Several House Republicans are proposing a national standard to protect buyers of trucking services from claims that they were negligent when selecting the carrier.
The bill by Rep. John Duncan, R-Tenn., says that shippers and brokers would not be liable for negligence claims at the state level if they made sure that the carrier is registered at the Federal Motor Carrier Safety Administration, has the required insurance and does not have an unsatisfactory safety rating.
Duncan is the vice chairman of the House Transportation and Infrastructure Committee and actively engaged in drafting that committee’s highway bill. He is joined on this bill, H.R. 4727, by Reps. Rodney Davis of Illinois and Erik Paulsen of Minnesota.
Robert Voltmann, president and CEO of the Transportation Intermediaries Association, said TIA helped draft the language and hopes to see it become part of the next highway bill.
He said the problem is that states are setting their own standards for liability when there should be a national interstate standard.
“Let’s say you are a shipper or broker in California,” he said. “You hire a motor carrier based in Ohio to move a load from Texas to New Jersey. What liability criteria should you use in selecting that carrier?”
“Tell me where the accident’s going to occur and then I’ll tell you what you should have done. There is no federal standard. It’s up to each state and state judge making those decisions. That’s not interstate commerce.”
Voltmann said it is FMCSA’s job to say whether or not a carrier is fit, in terms of safety, to do business.
The agency does make safety fitness determinations based on a compliance review, but it does not have the resources to perform compliance reviews on all carriers so many are not rated.
The CSA enforcement system, which measures carrier safety with data from roadside inspections and other sources besides compliance reviews, is intended to broaden the agency’s ability to rate carrier fitness.
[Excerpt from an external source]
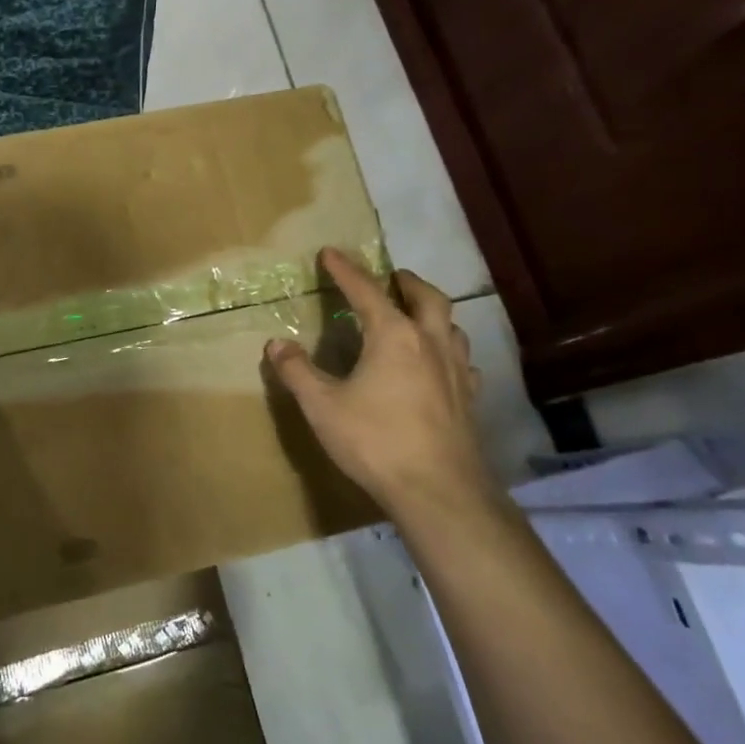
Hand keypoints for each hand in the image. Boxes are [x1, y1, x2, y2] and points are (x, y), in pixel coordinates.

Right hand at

But FMCSA has not yet completed the rule that will link CSA data with safety fitness determinations. The initial proposal for that rule is scheduled to be published in December.
Voltmann is optimistic that this proposal will clarify the issue.
He said Rep. Duncan recognizes that transportation purchasers are at a disadvantage.
“Without a national standard, you don’t know until an accident has occurred and a lawsuit has been settled what the standard of care is in that district,” he said.
“We want the agency to tell us who is unsafe and we’ll stop using them,” he said. “And we want a national standard of care in selecting motor carriers.”
T&I Committee is supposed to report out a bill by this summer, before the current highway program expires at the end of September. But Capitol Hill insiders believe passage is not likely before the November mid-term elections, due to conflicts over how to pay for the measure.